▸ What you are asked to do
Go through the data and copy each line where the string "pinky" appears.

▸ Provided data
════════
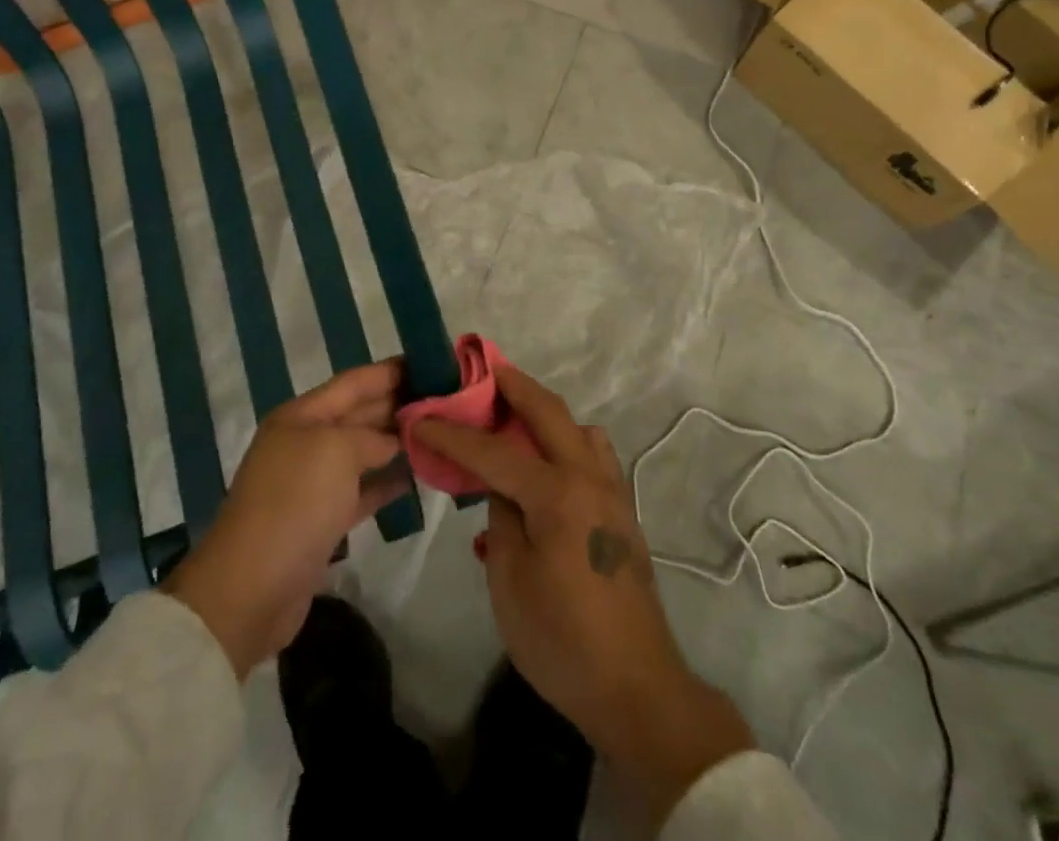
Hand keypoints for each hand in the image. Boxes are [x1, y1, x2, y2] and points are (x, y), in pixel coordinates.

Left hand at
════════
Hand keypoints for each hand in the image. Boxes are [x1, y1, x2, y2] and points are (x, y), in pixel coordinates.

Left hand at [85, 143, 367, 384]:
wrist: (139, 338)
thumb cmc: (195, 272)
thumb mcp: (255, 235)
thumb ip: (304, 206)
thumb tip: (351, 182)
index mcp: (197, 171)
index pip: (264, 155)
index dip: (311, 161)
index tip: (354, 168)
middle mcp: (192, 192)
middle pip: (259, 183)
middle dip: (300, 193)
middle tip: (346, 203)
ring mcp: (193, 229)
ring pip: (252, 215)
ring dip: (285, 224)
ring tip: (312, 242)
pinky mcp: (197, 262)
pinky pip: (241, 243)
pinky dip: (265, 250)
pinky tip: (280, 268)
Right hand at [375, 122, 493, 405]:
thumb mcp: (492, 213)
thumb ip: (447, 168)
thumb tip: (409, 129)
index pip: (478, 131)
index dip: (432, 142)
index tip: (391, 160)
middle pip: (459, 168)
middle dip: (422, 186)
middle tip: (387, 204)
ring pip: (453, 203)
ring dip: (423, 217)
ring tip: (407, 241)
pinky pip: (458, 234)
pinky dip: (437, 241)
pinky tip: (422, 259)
════════
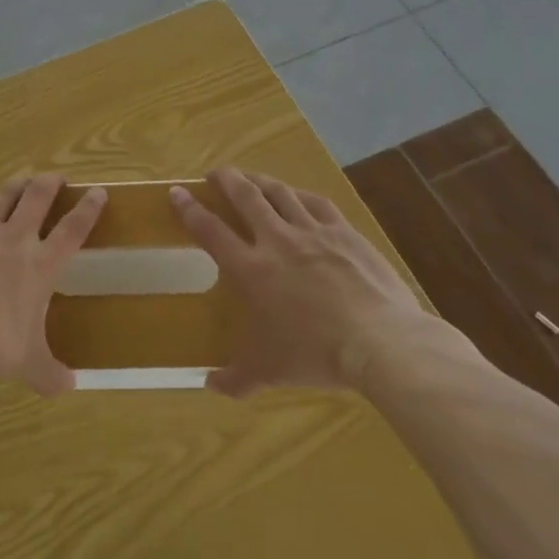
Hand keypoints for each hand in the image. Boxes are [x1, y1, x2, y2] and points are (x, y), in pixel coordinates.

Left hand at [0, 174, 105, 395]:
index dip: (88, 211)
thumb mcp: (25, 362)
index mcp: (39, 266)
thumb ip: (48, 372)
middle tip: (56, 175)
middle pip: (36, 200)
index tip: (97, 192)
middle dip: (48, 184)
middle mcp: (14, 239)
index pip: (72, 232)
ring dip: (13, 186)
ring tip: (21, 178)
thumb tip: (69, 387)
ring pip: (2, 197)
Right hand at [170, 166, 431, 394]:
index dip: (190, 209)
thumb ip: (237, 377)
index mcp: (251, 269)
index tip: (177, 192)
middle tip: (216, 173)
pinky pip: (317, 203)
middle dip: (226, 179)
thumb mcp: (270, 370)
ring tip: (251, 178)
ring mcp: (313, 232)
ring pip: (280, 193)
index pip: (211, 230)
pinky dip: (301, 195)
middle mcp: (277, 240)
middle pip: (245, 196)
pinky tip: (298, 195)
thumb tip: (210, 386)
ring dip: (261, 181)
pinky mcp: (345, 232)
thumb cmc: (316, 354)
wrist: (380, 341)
════════
▸ Answer
pinky mcp: (197, 262)
pinky pip: (241, 243)
pinky dip: (265, 250)
pinky tip: (280, 268)
pinky pip: (458, 234)
pinky dip: (437, 241)
pinky tip: (422, 259)
pinky pip: (317, 203)
pinky dip: (301, 195)
pinky tip: (298, 195)
pinky mcp: (345, 232)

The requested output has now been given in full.